**WHAT YOU HAVE TO DO**
Retype the entries in full.

**EXERCISE DATA**
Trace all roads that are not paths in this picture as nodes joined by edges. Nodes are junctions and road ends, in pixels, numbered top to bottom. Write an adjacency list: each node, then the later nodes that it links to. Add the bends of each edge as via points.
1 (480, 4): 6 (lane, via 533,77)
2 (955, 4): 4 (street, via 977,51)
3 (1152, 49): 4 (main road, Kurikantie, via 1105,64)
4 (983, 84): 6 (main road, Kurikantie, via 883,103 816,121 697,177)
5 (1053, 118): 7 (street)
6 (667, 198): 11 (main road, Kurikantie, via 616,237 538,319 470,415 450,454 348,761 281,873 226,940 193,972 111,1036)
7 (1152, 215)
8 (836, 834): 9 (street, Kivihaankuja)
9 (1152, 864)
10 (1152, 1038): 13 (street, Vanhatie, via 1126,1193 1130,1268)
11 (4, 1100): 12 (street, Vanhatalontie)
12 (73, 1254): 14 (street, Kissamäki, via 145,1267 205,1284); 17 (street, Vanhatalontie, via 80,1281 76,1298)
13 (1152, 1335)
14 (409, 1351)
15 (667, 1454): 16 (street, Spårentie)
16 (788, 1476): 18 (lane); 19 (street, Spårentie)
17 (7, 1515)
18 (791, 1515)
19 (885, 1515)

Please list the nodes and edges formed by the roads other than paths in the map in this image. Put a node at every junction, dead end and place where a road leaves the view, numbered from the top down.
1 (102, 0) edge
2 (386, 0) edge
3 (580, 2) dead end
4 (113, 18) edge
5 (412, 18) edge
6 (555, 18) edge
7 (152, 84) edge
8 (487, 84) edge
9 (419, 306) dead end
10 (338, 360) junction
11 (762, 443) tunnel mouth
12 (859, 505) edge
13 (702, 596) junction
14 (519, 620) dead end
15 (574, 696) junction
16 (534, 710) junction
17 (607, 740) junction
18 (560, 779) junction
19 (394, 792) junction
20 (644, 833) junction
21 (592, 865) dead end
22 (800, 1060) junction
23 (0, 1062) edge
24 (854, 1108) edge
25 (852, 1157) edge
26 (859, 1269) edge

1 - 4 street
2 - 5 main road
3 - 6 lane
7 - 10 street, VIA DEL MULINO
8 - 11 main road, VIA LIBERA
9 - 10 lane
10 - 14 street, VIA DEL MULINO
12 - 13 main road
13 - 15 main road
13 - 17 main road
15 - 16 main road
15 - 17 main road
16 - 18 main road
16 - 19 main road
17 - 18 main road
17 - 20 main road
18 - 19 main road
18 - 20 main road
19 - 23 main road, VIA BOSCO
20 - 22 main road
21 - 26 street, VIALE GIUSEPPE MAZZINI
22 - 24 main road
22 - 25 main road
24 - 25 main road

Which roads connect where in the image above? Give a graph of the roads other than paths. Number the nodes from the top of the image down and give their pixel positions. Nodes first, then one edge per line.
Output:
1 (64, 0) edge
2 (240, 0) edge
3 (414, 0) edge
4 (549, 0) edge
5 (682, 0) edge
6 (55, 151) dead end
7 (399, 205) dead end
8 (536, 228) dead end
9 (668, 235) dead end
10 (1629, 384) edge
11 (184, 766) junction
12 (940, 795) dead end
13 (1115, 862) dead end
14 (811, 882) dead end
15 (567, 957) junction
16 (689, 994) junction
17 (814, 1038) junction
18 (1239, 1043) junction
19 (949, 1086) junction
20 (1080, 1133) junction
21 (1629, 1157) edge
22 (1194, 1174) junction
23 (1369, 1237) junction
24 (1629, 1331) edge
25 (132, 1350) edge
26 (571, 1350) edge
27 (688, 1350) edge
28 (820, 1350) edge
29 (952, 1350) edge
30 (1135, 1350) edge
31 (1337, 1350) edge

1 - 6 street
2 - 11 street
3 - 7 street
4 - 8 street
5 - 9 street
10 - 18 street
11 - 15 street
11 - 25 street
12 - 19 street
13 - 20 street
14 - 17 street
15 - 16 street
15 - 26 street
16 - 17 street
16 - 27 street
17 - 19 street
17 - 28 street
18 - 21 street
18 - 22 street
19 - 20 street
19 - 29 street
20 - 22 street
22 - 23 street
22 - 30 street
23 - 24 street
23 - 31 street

**FINAL ANSWER**
Trace all roads that are not paths in this picture as nodes joined by edges. Nodes are junctions and road ends, in pixels, numbered top to bottom. Write an adjacency list: each node, then the later nodes that it links to. Add the bends of each edge as via points.
1 (480, 4): 6 (lane, via 533,77)
2 (955, 4): 4 (street, via 977,51)
3 (1152, 49): 4 (main road, Kurikantie, via 1105,64)
4 (983, 84): 6 (main road, Kurikantie, via 883,103 816,121 697,177)
5 (1053, 118): 7 (street)
6 (667, 198): 11 (main road, Kurikantie, via 616,237 538,319 470,415 450,454 348,761 281,873 226,940 193,972 111,1036)
7 (1152, 215)
8 (836, 834): 9 (street, Kivihaankuja)
9 (1152, 864)
10 (1152, 1038): 13 (street, Vanhatie, via 1126,1193 1130,1268)
11 (4, 1100): 12 (street, Vanhatalontie)
12 (73, 1254): 14 (street, Kissamäki, via 145,1267 205,1284); 17 (street, Vanhatalontie, via 80,1281 76,1298)
13 (1152, 1335)
14 (409, 1351)
15 (667, 1454): 16 (street, Spårentie)
16 (788, 1476): 18 (lane); 19 (street, Spårentie)
17 (7, 1515)
18 (791, 1515)
19 (885, 1515)

Please list the nodes and edges formed by the roads other than paths in the map in this image. Put a node at every junction, dead end and place where a road leaves the view, numbered from the top down.
1 (102, 0) edge
2 (386, 0) edge
3 (580, 2) dead end
4 (113, 18) edge
5 (412, 18) edge
6 (555, 18) edge
7 (152, 84) edge
8 (487, 84) edge
9 (419, 306) dead end
10 (338, 360) junction
11 (762, 443) tunnel mouth
12 (859, 505) edge
13 (702, 596) junction
14 (519, 620) dead end
15 (574, 696) junction
16 (534, 710) junction
17 (607, 740) junction
18 (560, 779) junction
19 (394, 792) junction
20 (644, 833) junction
21 (592, 865) dead end
22 (800, 1060) junction
23 (0, 1062) edge
24 (854, 1108) edge
25 (852, 1157) edge
26 (859, 1269) edge

1 - 4 street
2 - 5 main road
3 - 6 lane
7 - 10 street, VIA DEL MULINO
8 - 11 main road, VIA LIBERA
9 - 10 lane
10 - 14 street, VIA DEL MULINO
12 - 13 main road
13 - 15 main road
13 - 17 main road
15 - 16 main road
15 - 17 main road
16 - 18 main road
16 - 19 main road
17 - 18 main road
17 - 20 main road
18 - 19 main road
18 - 20 main road
19 - 23 main road, VIA BOSCO
20 - 22 main road
21 - 26 street, VIALE GIUSEPPE MAZZINI
22 - 24 main road
22 - 25 main road
24 - 25 main road

Which roads connect where in the image above? Give a graph of the roads other than paths. Number the nodes from the top of the image down and give their pixel positions. Nodes first, then one edge per line.
Output:
1 (64, 0) edge
2 (240, 0) edge
3 (414, 0) edge
4 (549, 0) edge
5 (682, 0) edge
6 (55, 151) dead end
7 (399, 205) dead end
8 (536, 228) dead end
9 (668, 235) dead end
10 (1629, 384) edge
11 (184, 766) junction
12 (940, 795) dead end
13 (1115, 862) dead end
14 (811, 882) dead end
15 (567, 957) junction
16 (689, 994) junction
17 (814, 1038) junction
18 (1239, 1043) junction
19 (949, 1086) junction
20 (1080, 1133) junction
21 (1629, 1157) edge
22 (1194, 1174) junction
23 (1369, 1237) junction
24 (1629, 1331) edge
25 (132, 1350) edge
26 (571, 1350) edge
27 (688, 1350) edge
28 (820, 1350) edge
29 (952, 1350) edge
30 (1135, 1350) edge
31 (1337, 1350) edge

1 - 6 street
2 - 11 street
3 - 7 street
4 - 8 street
5 - 9 street
10 - 18 street
11 - 15 street
11 - 25 street
12 - 19 street
13 - 20 street
14 - 17 street
15 - 16 street
15 - 26 street
16 - 17 street
16 - 27 street
17 - 19 street
17 - 28 street
18 - 21 street
18 - 22 street
19 - 20 street
19 - 29 street
20 - 22 street
22 - 23 street
22 - 30 street
23 - 24 street
23 - 31 street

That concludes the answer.